A spotlight on humility and humanity:

Popstars often pride themselves on their perceived resilience and love to put up a stoic front while reminding fans they’ve survived – and rarely is that attitude seasoned with even an iota of humility. Madonna, on the other hand, addressed the elephant in the room that this concert was rescheduled from the Fall of 2023 because of an illness that shattered that inflated perception of self-reliance and made her excessively dependent on a care-taker that accompanied her at home once she was released from the hospital. She choked up in tears as she admitted the need to be reassured by a “mother figure” which her caretaker (who Madonna named) graciously did. It reminds us that popstars, for all their god-like status, are still fragile humans that are not as shielded from the harsh realities of life as we think they are.

Like any concert, this one had its share of missed opportunities or miscalculations worth highlighting. Classics such as “Rain” and “Crazy for you” were shortened in favor of unnecessarily extended performances of songs such as “Vogue” and a mashup tribute (with “Billie Jean” and “Like a Virgin”) to the King Of Pop Michael Jackson. While the sentiment behind the latter is undoubtedly sweet and reverent, it should have been accommodated elsewhere in the concert in a more time-effective way thus freeing up time for full performances of some of the songs that were shortened. Ending with a powerful closer with cross-generational appeal would have been far more apt in context of a legacy celebration. Instead, Madonna opted to end the concert with the self-indulgent and cringeworthy “Bitch I’m Madonna”. Those that had read the setlist and new this was the closer had already started to exit from the venue when this performance began and this did dilute some of the impact that Madonna had created through the length of the show. In fact, a better way to have ended the show would have been with the second video montage (which chronicles the various episodes of controversy that she was the focal point of) in which she ends the montage by saying “the most controversial thing I did was to stick around”. In my humble opinion, her hit single “This Used to be my playground” would have made a classier closer. Of course, in the grander scheme of things, these are minor issues that do NOT take away from the sheer magnificence of this artistic endeavor.

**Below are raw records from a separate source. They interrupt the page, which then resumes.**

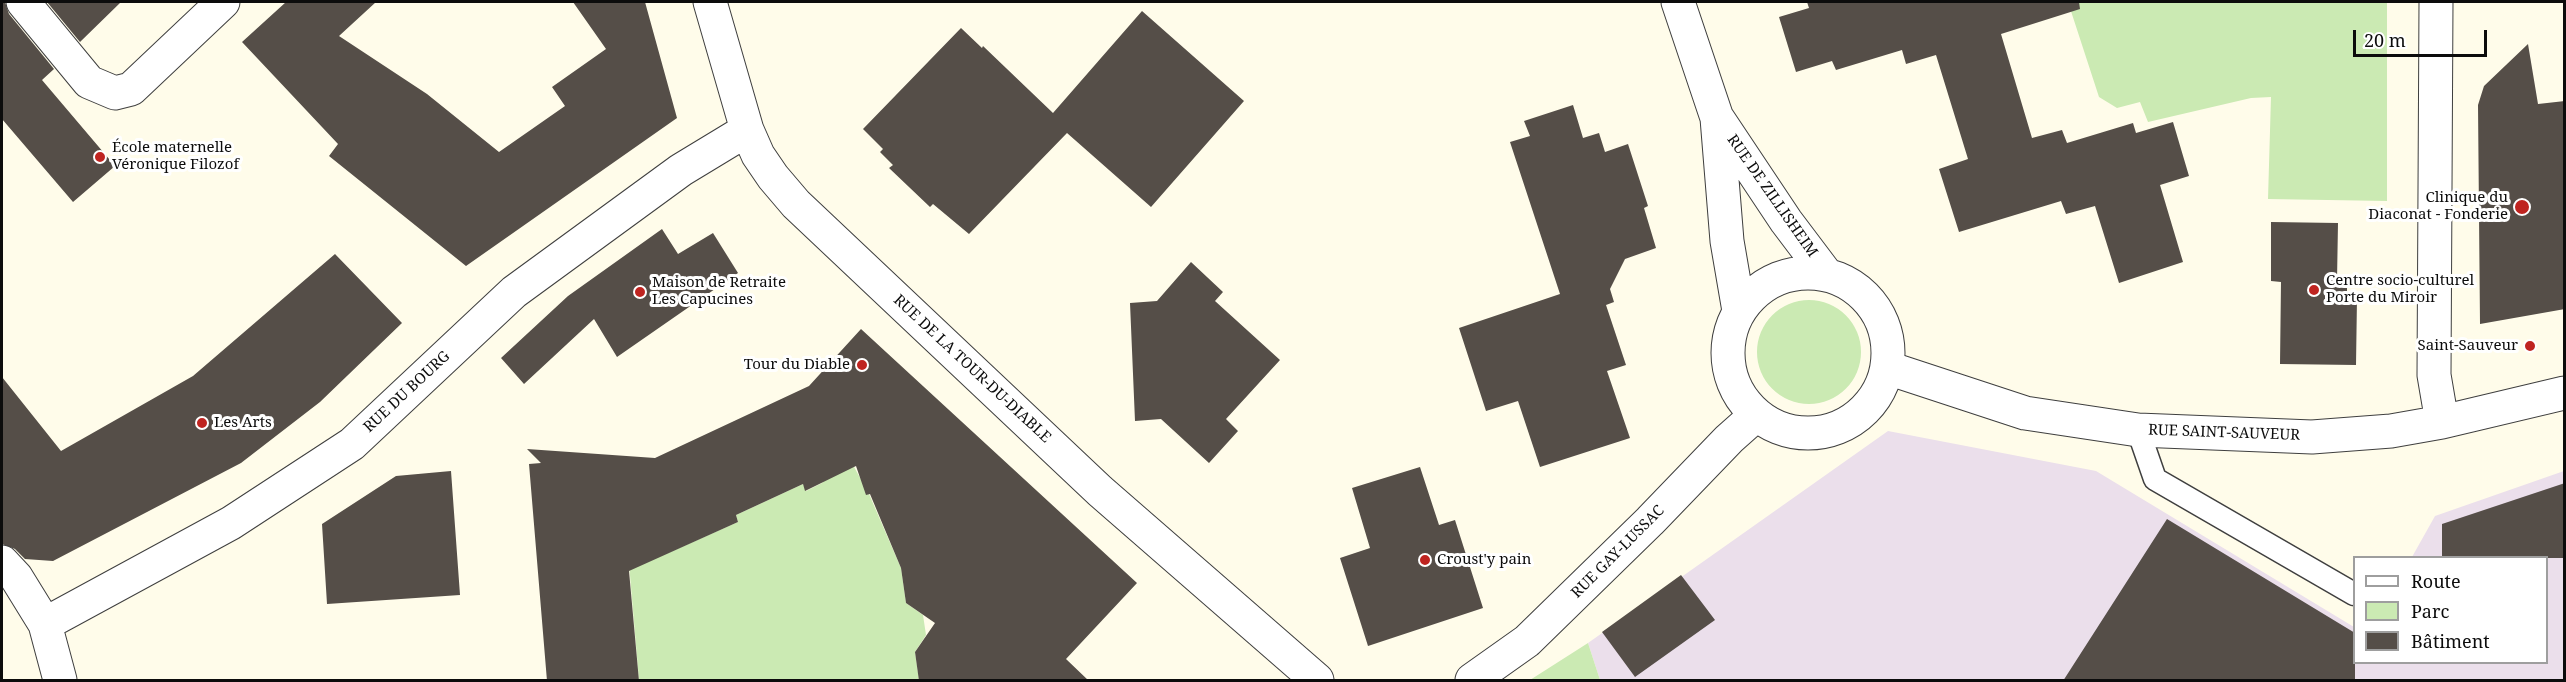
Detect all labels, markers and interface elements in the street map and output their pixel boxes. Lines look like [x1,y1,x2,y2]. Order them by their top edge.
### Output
scale bar [2356,18,2490,56]
text: 20 m [2364,28,2406,52]
street label: RUE DE ZILLISHEIM [1723,131,1821,261]
place label: École maternelle Véronique Filozof [112,139,239,174]
marker: École maternelle Véronique Filozof [93,150,107,164]
place label: Clinique du Diaconat - Fonderie [2368,189,2508,224]
marker: Clinique du Diaconat - Fonderie [2513,198,2531,216]
place label: Centre socio-culturel Porte du Miroir [2326,272,2474,307]
place label: Maison de Retraite Les Capucines [652,274,786,309]
marker: Centre socio-culturel Porte du Miroir [2307,283,2321,297]
marker: Maison de Retraite Les Capucines [633,285,647,299]
street label: RUE DE LA TOUR-DU-DIABLE [890,291,1054,447]
place label: Saint-Sauveur [2418,337,2518,355]
marker: Saint-Sauveur [2523,339,2537,353]
street label: RUE DU BOURG [360,348,454,436]
place label: Tour du Diable [744,356,850,374]
marker: Tour du Diable [855,358,869,372]
place label: Les Arts [214,414,272,432]
marker: Les Arts [195,416,209,430]
street label: RUE SAINT-SAUVEUR [2148,421,2300,445]
street label: RUE GAY-LUSSAC [1568,502,1668,602]
place label: Croust'y pain [1437,551,1531,569]
marker: Croust'y pain [1418,553,1432,567]
legend [2353,556,2548,664]
text: Route [2411,569,2461,593]
text: Parc [2411,599,2449,623]
text: Bâtiment [2411,629,2490,653]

To say this concert was one of the best I have attended would be an understatement. In addition to experiencing timeless classics married with jaw-dropping (and sometimes unabashedly provocative) dance routines, it was an opportunity to re-evaluate one of the most stunning careers in pop music history.

As Madonna mentioned earlier in the concert, her story is of a girl making it in New York City. The city is the backdrop for serendipitous connections that led to longstanding collaborative relationships. Those, in turn, became foundational elements of her sustained success. Some of the spots where Madonna’s creative endeavors happened in New York will become tourist destinations (e.g. Patrick Leonard’s apartment in NoHo where “Papa Don’t Preach” was recorded after they convinced songwriter Brian Elliot to give Madonna the song as opposed to giving it to Cristina Dent – an upcoming singer at the time).  This distinguishes Madonna’s New York City concerts from her concerts elsewhere – especially a concert that celebrates a legacy that the city is inextricably linked with. She’s also an example of a time when people didn’t have to be great with their debut. They were given the room and time to grow into the artists they became. She is an example of the possibilities at play when myopic obsessions with instant celebrity do NOT overshadow a focused investment in artistry that translates to music with potential with longevity. While some might argue that not all her music will stand the test of time (which is arguably true), her career was built on a long imperial phase (which includes “Erotica“) of infectious pop which cemented her future and shielded her from the impact of any creative misfires. One cannot help but be curious as to what she will do next but after the January 29 concert at Madison Square Garden, I will confess that I do look forward to the next chapter of her career – regardless of how it manifests.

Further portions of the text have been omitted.